- **Source information**

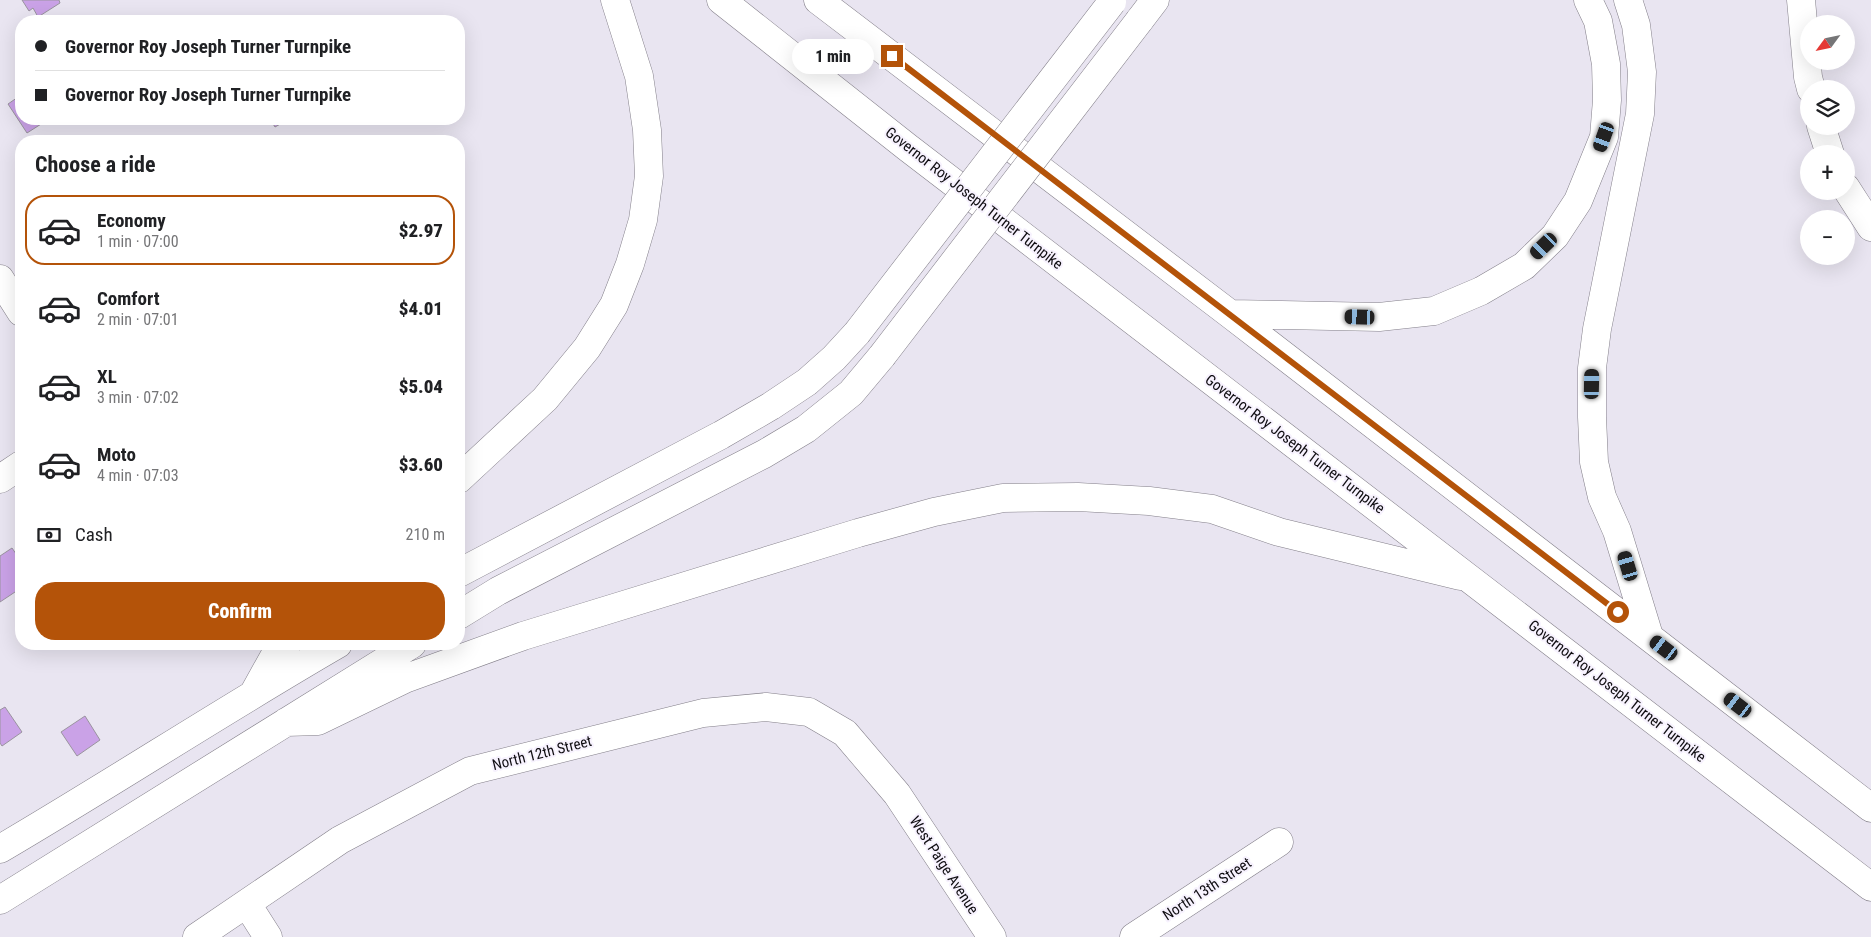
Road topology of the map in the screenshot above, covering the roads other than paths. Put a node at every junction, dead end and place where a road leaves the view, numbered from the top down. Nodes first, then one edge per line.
1 (615, 0) edge
2 (721, 0) edge
3 (818, 0) edge
4 (1588, 0) edge
5 (1628, 0) edge
6 (1801, 0) edge
7 (1112, 1) edge
8 (1147, 10) edge
9 (1809, 80) edge
10 (1854, 200) edge
11 (1871, 227) edge
12 (0, 279) edge
13 (15, 303) edge
14 (1230, 314) junction
15 (15, 469) edge
16 (465, 472) edge
17 (0, 479) edge
18 (465, 570) edge
19 (1471, 579) junction
20 (465, 611) edge
21 (1649, 636) junction
22 (281, 650) edge
23 (328, 650) edge
24 (402, 650) edge
25 (254, 692) junction
26 (286, 722) junction
27 (897, 794) joint
28 (1871, 808) edge
29 (1279, 842) dead end
30 (0, 849) edge
31 (1871, 887) edge
32 (0, 900) edge
33 (247, 904) junction
34 (197, 937) edge
35 (268, 937) edge
36 (992, 937) edge
37 (1134, 937) edge

1 - 16 main road
2 - 19 main road, Governor Roy Joseph Turner Turnpike
3 - 14 main road
4 - 14 main road
5 - 21 main road
6 - 9 main road
7 - 18 main road, bridge
8 - 20 main road, bridge
10 - 11 main road
12 - 13 main road
14 - 21 main road
15 - 17 main road
19 - 26 main road
19 - 31 main road, Governor Roy Joseph Turner Turnpike
21 - 28 main road
22 - 25 main road
23 - 25 main road
24 - 26 main road
25 - 30 main road
26 - 32 main road
27 - 33 main road, North 12th Street
27 - 36 main road, West Paige Avenue
29 - 37 main road, North 13th Street
33 - 34 main road, North 12th Street
33 - 35 main road

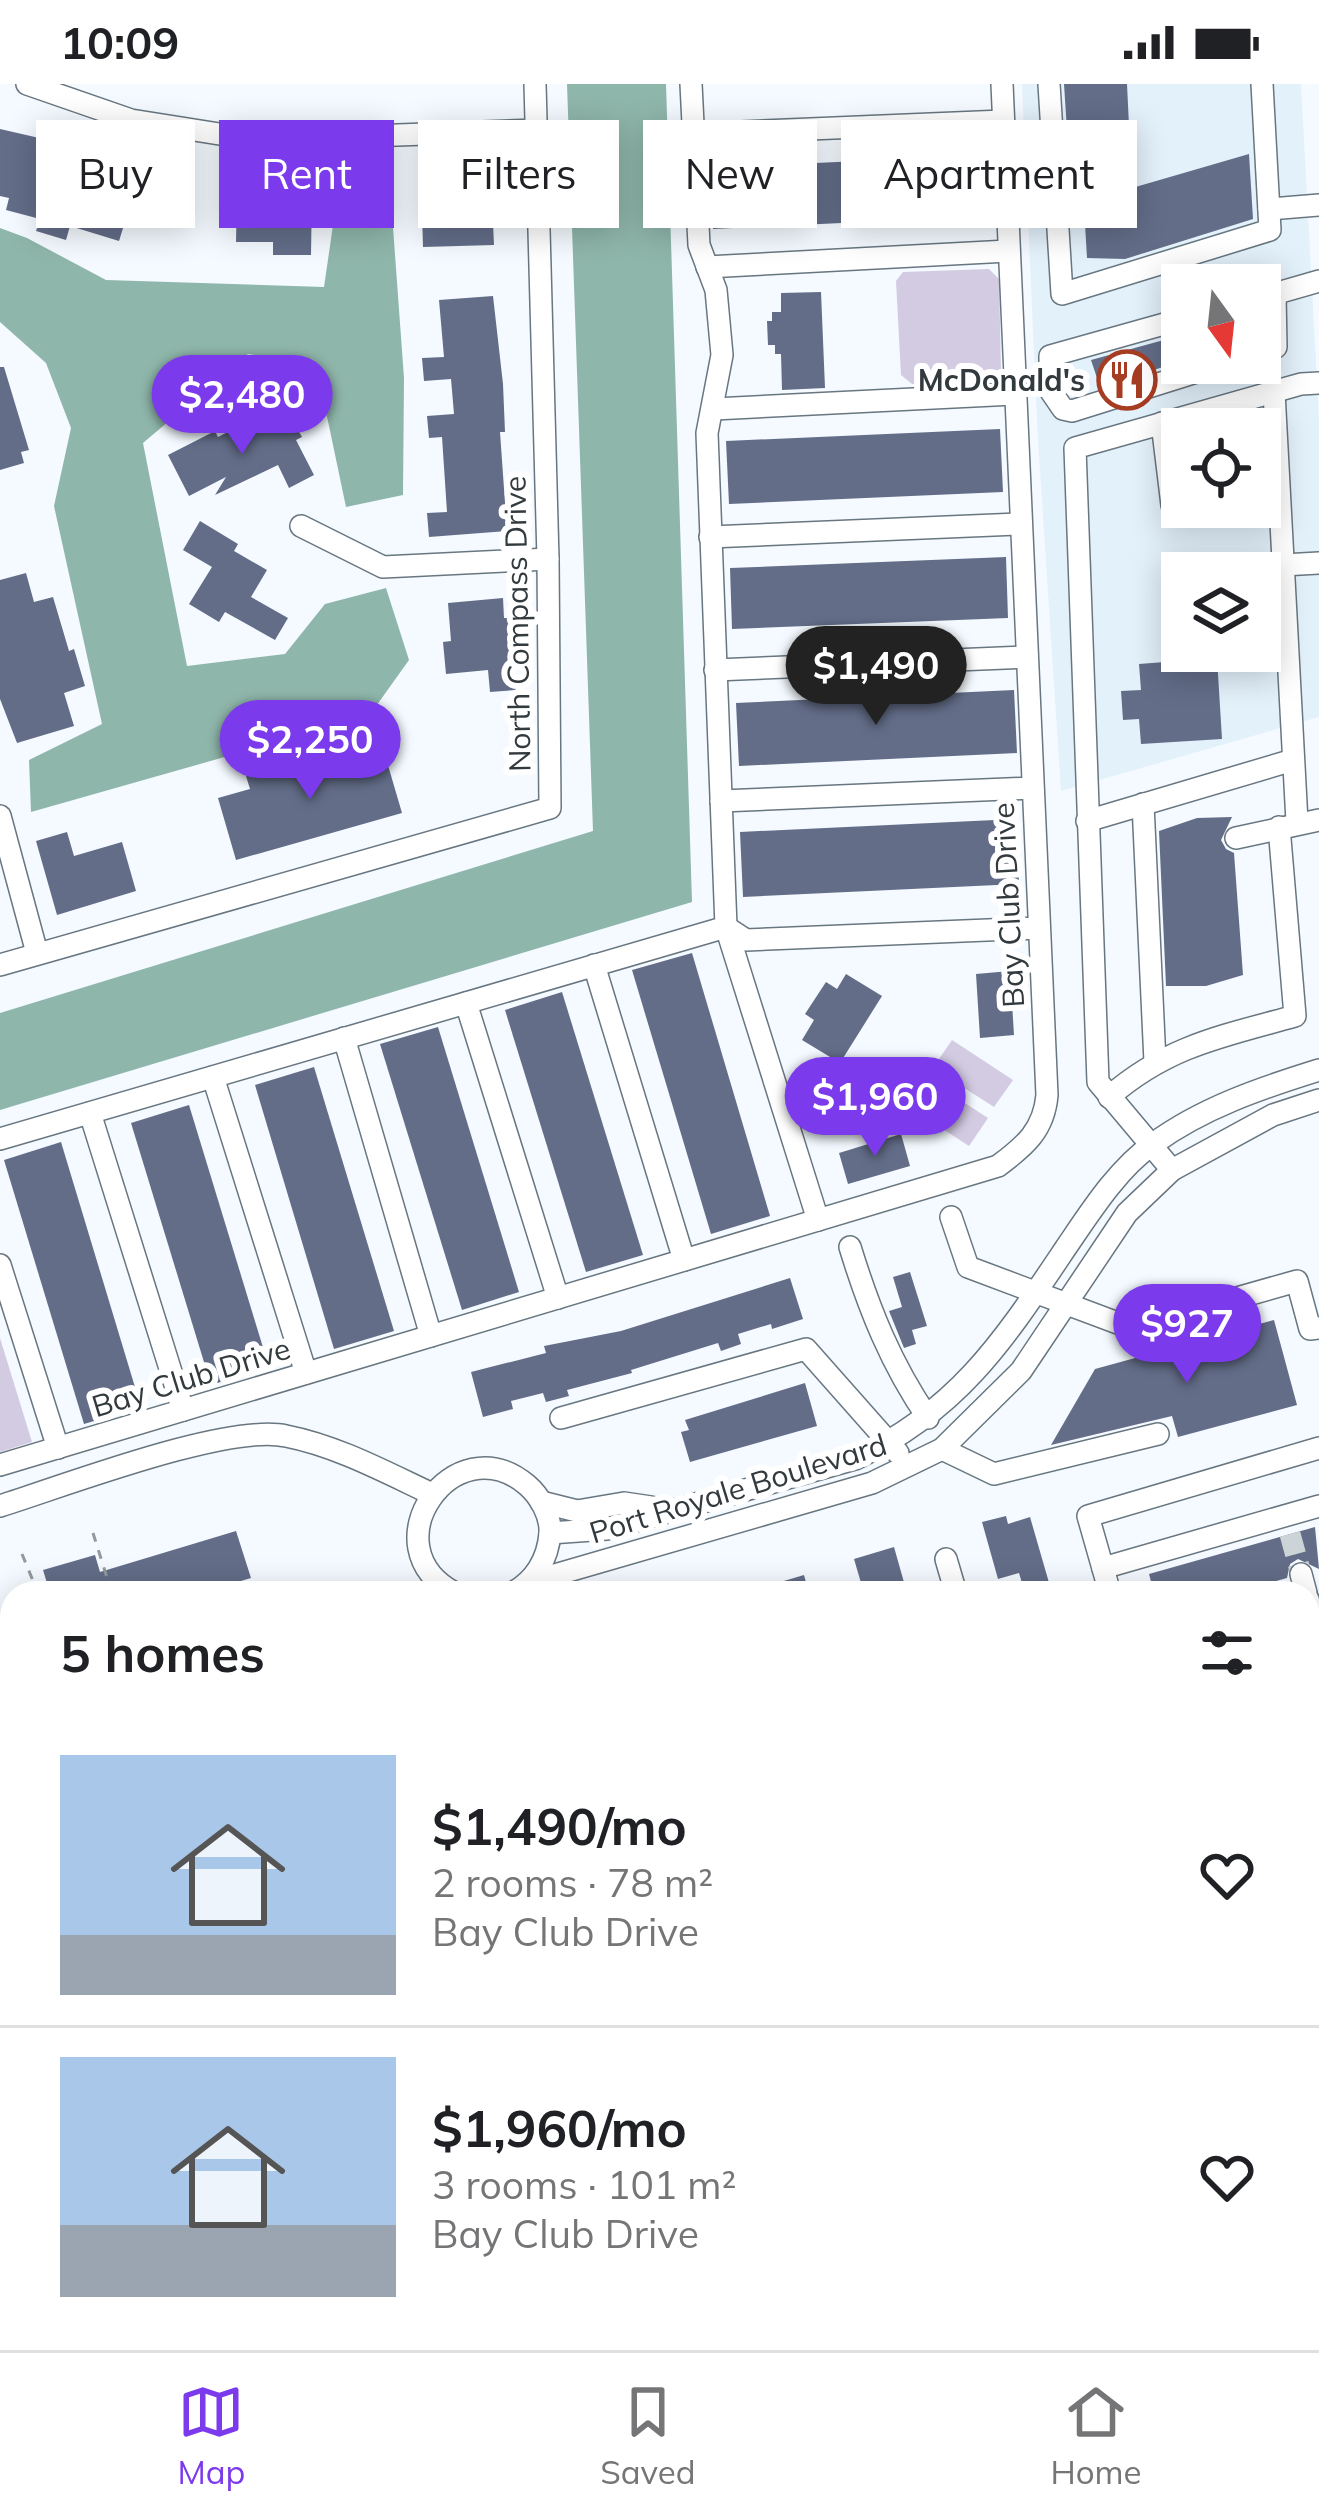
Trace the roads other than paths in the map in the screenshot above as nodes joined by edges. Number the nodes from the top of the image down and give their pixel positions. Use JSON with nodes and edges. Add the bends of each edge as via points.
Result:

- **Work task**
Provide the listing above once more, exactly, with the pictures removed.

- **Task output**
Road topology of the map in the screenshot above, covering the roads other than paths. Put a node at every junction, dead end and place where a road leaves the view, numbered from the top down. Nodes first, then one edge per line.
1 (615, 0) edge
2 (721, 0) edge
3 (818, 0) edge
4 (1588, 0) edge
5 (1628, 0) edge
6 (1801, 0) edge
7 (1112, 1) edge
8 (1147, 10) edge
9 (1809, 80) edge
10 (1854, 200) edge
11 (1871, 227) edge
12 (0, 279) edge
13 (15, 303) edge
14 (1230, 314) junction
15 (15, 469) edge
16 (465, 472) edge
17 (0, 479) edge
18 (465, 570) edge
19 (1471, 579) junction
20 (465, 611) edge
21 (1649, 636) junction
22 (281, 650) edge
23 (328, 650) edge
24 (402, 650) edge
25 (254, 692) junction
26 (286, 722) junction
27 (897, 794) joint
28 (1871, 808) edge
29 (1279, 842) dead end
30 (0, 849) edge
31 (1871, 887) edge
32 (0, 900) edge
33 (247, 904) junction
34 (197, 937) edge
35 (268, 937) edge
36 (992, 937) edge
37 (1134, 937) edge

1 - 16 main road
2 - 19 main road, Governor Roy Joseph Turner Turnpike
3 - 14 main road
4 - 14 main road
5 - 21 main road
6 - 9 main road
7 - 18 main road, bridge
8 - 20 main road, bridge
10 - 11 main road
12 - 13 main road
14 - 21 main road
15 - 17 main road
19 - 26 main road
19 - 31 main road, Governor Roy Joseph Turner Turnpike
21 - 28 main road
22 - 25 main road
23 - 25 main road
24 - 26 main road
25 - 30 main road
26 - 32 main road
27 - 33 main road, North 12th Street
27 - 36 main road, West Paige Avenue
29 - 37 main road, North 13th Street
33 - 34 main road, North 12th Street
33 - 35 main road

Trace the roads other than paths in the map in the screenshot above as nodes joined by edges. Number the nodes from the top of the image down and give their pixel positions. Use JSON with nodes and edges. Add the bends of each edge as via points.
Result:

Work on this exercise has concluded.